Erfahrungswechsel

Die Grünen haben eine sehr gute Entscheidung getroffen. Annalena Baerbock ist Kanzlerkandidatin. „Die Menschen wachsen über sich hinaus, jetzt wird es Zeit für eine Politik, die über sich hinauswächst“, ist für mich der Schlüsselsatz ihrer Antrittsrede am 19. April 2021.

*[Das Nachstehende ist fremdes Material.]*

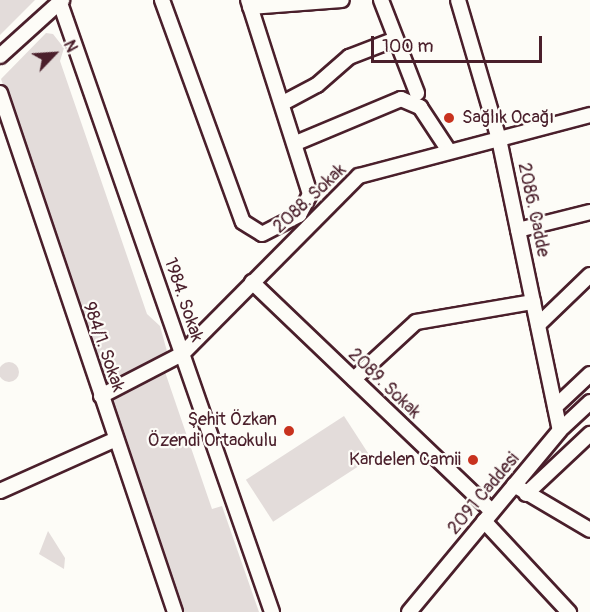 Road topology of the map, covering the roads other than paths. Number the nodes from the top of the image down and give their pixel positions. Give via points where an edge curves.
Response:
1 (162, 0) edge
2 (342, 0) edge
3 (381, 0) edge
4 (458, 0) edge
5 (60, 1) edge
6 (249, 4) edge
7 (396, 39) junction
8 (0, 56) edge
9 (0, 93) edge
10 (417, 93) dead end
11 (282, 103) junction
12 (590, 115) edge
13 (499, 138) junction
14 (296, 143) junction
15 (449, 151) junction
16 (590, 212) edge
17 (518, 230) junction
18 (590, 275) edge
19 (252, 282) junction
20 (533, 302) junction
21 (538, 325) junction
22 (182, 354) junction
23 (590, 374) edge
24 (354, 379) junction
25 (101, 396) junction
26 (590, 402) edge
27 (555, 407) junction
28 (560, 430) junction
29 (590, 434) edge
30 (116, 439) junction
31 (514, 485) junction
32 (0, 491) edge
33 (526, 494) junction
34 (488, 516) junction
35 (590, 530) edge
36 (175, 612) edge
37 (272, 612) edge
38 (409, 612) edge
39 (570, 612) edge

1 - 14 street via 243,222 253,231 262,234 289,222 305,206 310,194
2 - 6 street
3 - 7 street
4 - 13 street, 2086. Cadde
5 - 8 street
5 - 22 street, 1984. Sokak
6 - 11 street
7 - 10 street
7 - 11 street via 349,57 317,85
9 - 25 street, 984/1. Sokak
11 - 14 street
12 - 13 street, 2088. Sokak
13 - 15 street, 2088. Sokak
13 - 17 street, 2086. Cadde
14 - 15 street via 401,99 420,107
15 - 19 street, 2088. Sokak via 351,181
16 - 17 street
17 - 20 street, 2086. Cadde
18 - 21 street
19 - 22 street, 2088. Sokak
19 - 24 street, 2089. Sokak
20 - 21 street, 2086. Cadde
20 - 24 street via 416,322
21 - 27 street, 2086. Cadde
22 - 25 street, 2088. Sokak
22 - 37 street, 1984. Sokak
23 - 27 street
24 - 34 street, 2089. Sokak
25 - 30 street, 984/1. Sokak
26 - 28 street, 2091 Caddesi
27 - 28 street, 2086. Cadde
28 - 31 street, 2091 Caddesi
29 - 33 street
30 - 32 street
30 - 36 street, 984/1. Sokak
31 - 33 street
31 - 34 street, 2091 Caddesi
33 - 35 street
34 - 38 street, 2091 Caddesi
34 - 39 street, 2089. Sokak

Sie hat keine Erfahrung ist der zentrale Vorwurf an sie im Moment. Was für einen Mut sie hat, sich dem auszusetzen. Mut hatte sie schon gezeigt, als sie 2018 für den Parteivorsitz kandidierte und gewann. „Es geht heute nicht um die Frau an Roberts Seite“, sagte sie damals, und die beiden haben als Duo eine Performance hingelegt, die beispielhaft ist: klar, klug, respektvoll. Für uns Beobachterinnen ist das eine neue Erfahrung im Politikbetrieb.

Auf Twitter hieß es am Tag ihrer Nominierung schlagfertig an die Adresse von CDU und CSU, Annalena Baerbock habe mit Sicherheit zu wenig Korruptionserfahrung. Was also soll uns die Erfahrungsdebatte sagen? Wollen wir die Erfahrung von Andi Scheuer, der einen Sack voll Geld fürs Maut-Desaster versenkt? Die Erfahrung von Jens Spahn, der seine forschen Ankündigungen zur Pandemiebekämpfung immer wieder einfangen muss? Die Erfahrung von Peter Altmeier, der die Corona-Hilfen nicht verteilt bekommt und es „eine Scheißidee“ findet, sich den Fridays for Future-Protesten zu stellen? Die Erfahrung von Olaf Scholz, der Cum Ex und Wirecard erst verstanden hat, als es zu spät war? Wir müssen jetzt nicht das gesamte Kabinett durchgehen, um zu verstehen, dass sich diese Art der „Erfahrung“ überflüssig gemacht hat. Wenn die Planlosigkeit der Politik in der Pandemie auf jener Erfahrung beruht, die Annalena Baerbock fehlt, dann hätte ich gerne einen Erfahrungswechsel.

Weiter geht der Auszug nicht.